In New Hampshire, where the candidates are in full sprint to next Tuesday's Democratic primary, voters expect a level of combativeness in the campaign.
"To an extent, we still have that Yankee mentality of being independent and being feisty," says Katherine Mitchell of Hopkinton, N.H., attending a Kerry event in Concord, N.H. "Nobody wants a lot of mudslinging, but it's important to clarify distinctions between candidates."
Anne Emerson from Canterbury, N.H., says she's one who "likes them nice all the time, but in New Hampshire, we do enjoy all kinds." At McGarvey's pub, owner John O'Keefe has watched hundreds of candidacies live and die in New Hampshire since he moved here from Massachusetts 35 years ago. "It's part of politics, being negative," he says. When asked whether Edwards can afford to keep the same tone in New Hampshire, he looked back to Edmund Muskie's presidential campaign of 1972: "Muskie tried to be Mr. Nice Guy and got destroyed here."
In Greenville, S.C., where Edwards campaigned Wednesday morning, looking ahead to the state's Feb. 3 primary, the native son got a warm welcome home. To be sure, many here saw his performance in Iowa as proof that, with his energy and demeanor, is electable. "He looks like a president," said Patrick Mungrum, an undecided trial lawyer attending Edwards's event at a street bistro. But others said that Edwards is touching a deeper nerve in America's body politic. As he told some 200 fans, "If you want someone's who's going to snipe, I'm not your guy."
Joe Adams and Jessica Friedman, a father-daughter team of attorneys who drove down from Asheville, N.C., as part of a 'North Carolina Mountain Democrats' contingent, said Edwards's optimistic message doesn't play as well on TV as in person. But in small groups and one-on-one, Mr. Adams says Edwards is "unbeatable."
Part of it is a genuine belief that "America can do better." But his personal story - a millworker's son who clawed his way through public schools and worked through college unpacking trucks - epitomizes a political idealism that harks back to FDR and John F. Kennedy. "He really believes in his message of hope and optimism," says Adams.
At least in part, Iowans seemed to react against the political game of parry and attack that defined the Dean and Gephardt campaigns. Pundits admitted they failed to track an undercurrent of support for Kerry's and Edwards's more populist and optimist messages.
For his part, Edwards vowed to "cut lobbyists off at the knees" and he riffed on a description of "two Americas:" two school systems, two tax systems, two classes. He also said the South has a "huge responsibility" to address racial inequalities. "Cynics didn't build this country," he said to huge applause. "Optimists built this country.... I believe in the politics of hope, the politics of what's possible."
His biggest challenge will be to collar conservative voters in the South who support George Bush.

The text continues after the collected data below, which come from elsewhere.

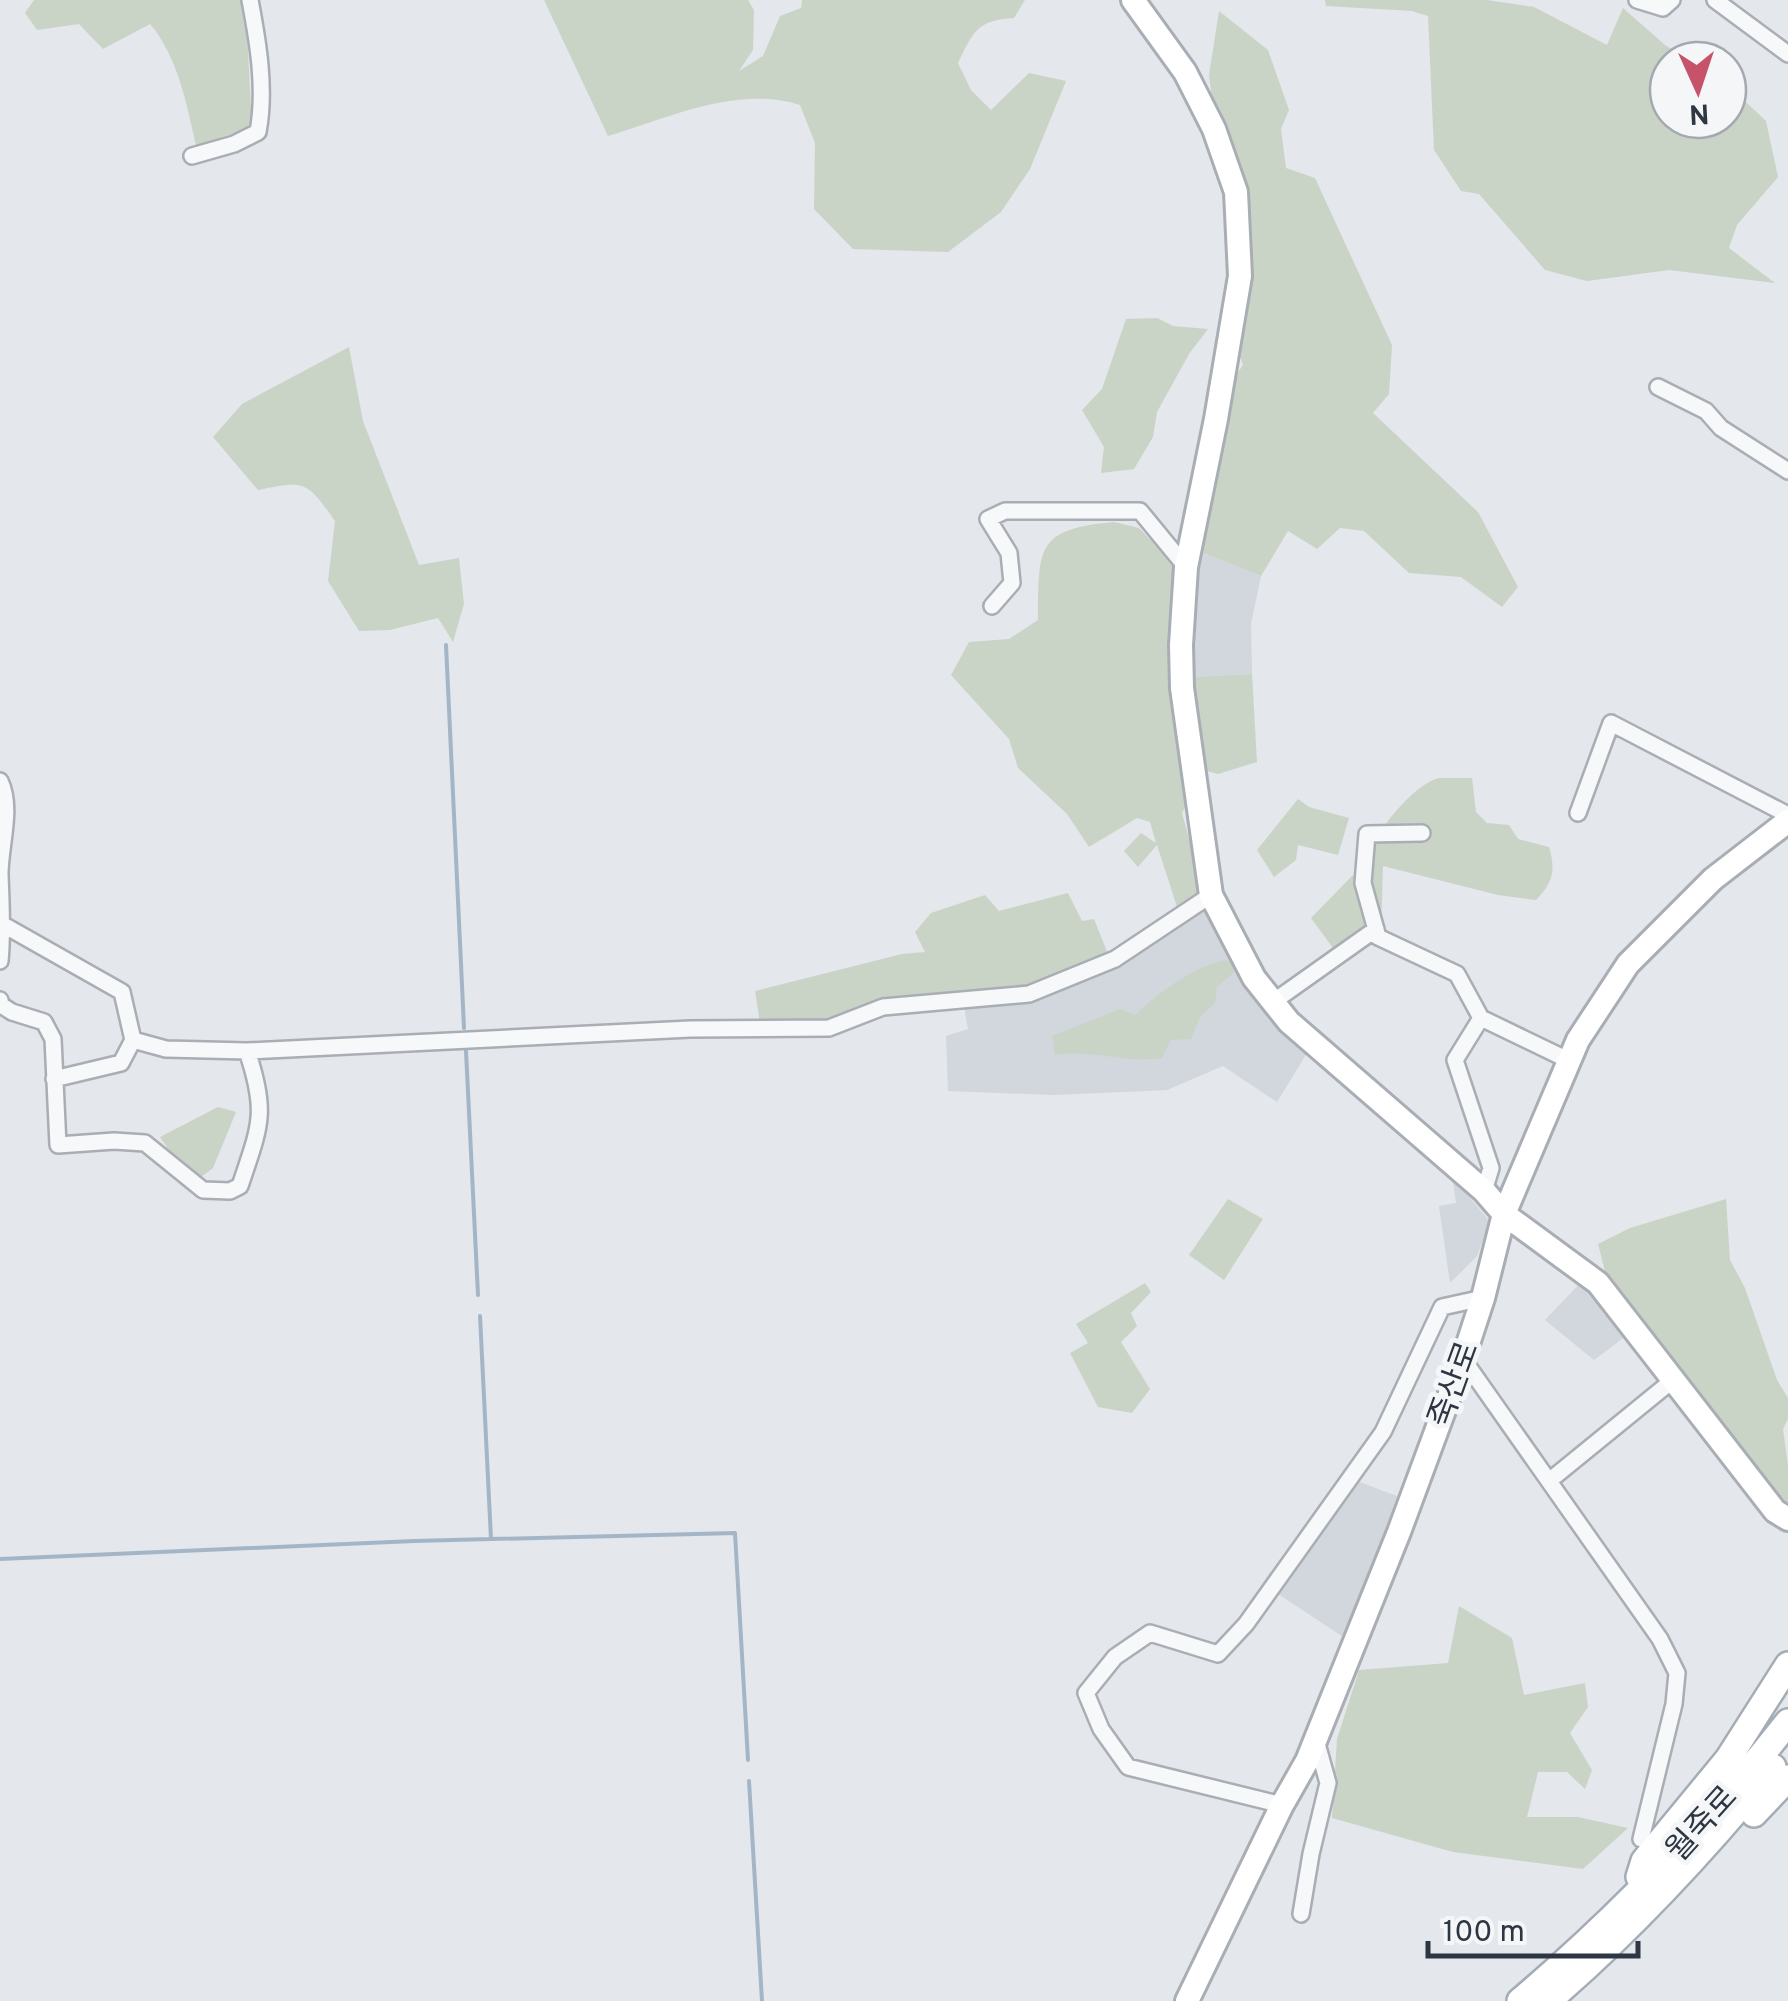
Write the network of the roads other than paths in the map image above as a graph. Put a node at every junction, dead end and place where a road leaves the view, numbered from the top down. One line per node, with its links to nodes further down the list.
1 (250, 0): 7 (street)
2 (1132, 0): 10 (street)
3 (1637, 0): 4 (street)
4 (1672, 0)
5 (1715, 0): 6 (street)
6 (1788, 54)
7 (192, 156)
8 (1658, 387): 9 (street)
9 (1788, 472)
10 (1186, 567): 11 (street); 16 (street)
11 (992, 606)
12 (0, 781): 17 (street)
13 (1578, 813): 14 (street)
14 (1788, 818): 25 (street, 죽산로)
15 (1422, 833): 18 (street)
16 (1211, 895): 21 (street); 24 (street)
17 (2, 924): 19 (street); 23 (street)
18 (1376, 929): 21 (street); 22 (street)
19 (0, 961)
20 (0, 1000): 26 (street)
21 (1273, 1002): 27 (street)
22 (1481, 1018): 25 (street); 27 (street)
23 (133, 1040): 24 (street); 26 (street)
24 (247, 1051): 26 (street)
25 (1568, 1060): 28 (street, 죽산로)
26 (54, 1078)
27 (1484, 1192): 28 (street)
28 (1504, 1214): 29 (street, 죽산로); 31 (street)
29 (1483, 1298): 30 (street, 죽산로); 39 (street)
30 (1462, 1359): 32 (street); 36 (street, 죽산로)
31 (1673, 1380): 32 (street); 33 (street)
32 (1550, 1481): 41 (street)
33 (1788, 1519)
34 (1788, 1666): 42 (main road)
35 (1788, 1722): 42 (main road, 월죽로)
36 (1316, 1740): 39 (street, 죽산로); 43 (street)
37 (1788, 1749): 40 (main road, 월죽로)
38 (1788, 1778): 40 (main road)
39 (1282, 1805): 44 (street, 죽산로)
40 (1716, 1836): 46 (main road, 월죽로)
41 (1642, 1839)
42 (1633, 1897): 45 (main road, 월죽로)
43 (1302, 1914)
44 (1187, 2001)
45 (1520, 2001)
46 (1548, 2001)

But many here see him as a centrist, even a conservative. Mike Evatt of Seneca, S.C., pointed out that "He believes in equality for everyone, but he's also against same-sex marriage" - a view that many in the South could support.
Tom Slaton, a 20-year Army veteran whose son just returned from eight months in Iraq, says he's never seen Edwards attack his opponents unfairly, saving his most biting criticism for Mr. Bush. "Why smear people?" says Mr. Slaton. "Eventually, they'll smear themselves."
Edwards's optimistic message is resonating with voters because of a disconnect many feel with Washington, said one Edwards supporter from Greenville. "It's like 10 percent of the people control Washington and the other 90 percent of us sit at home with no power to change it."
Edwards's personal story of going from a poor upbringing to a multimillion-dollar class-action attorney also resonated. "That's what the people of America are hoping, that they can do what John Edwards has done," said Adams.
• Contributing to this report were Patrik Jonsson in Greenville, S.C., Noel C. Paul in Concord, N.H., and Sara B. Miller in Boston.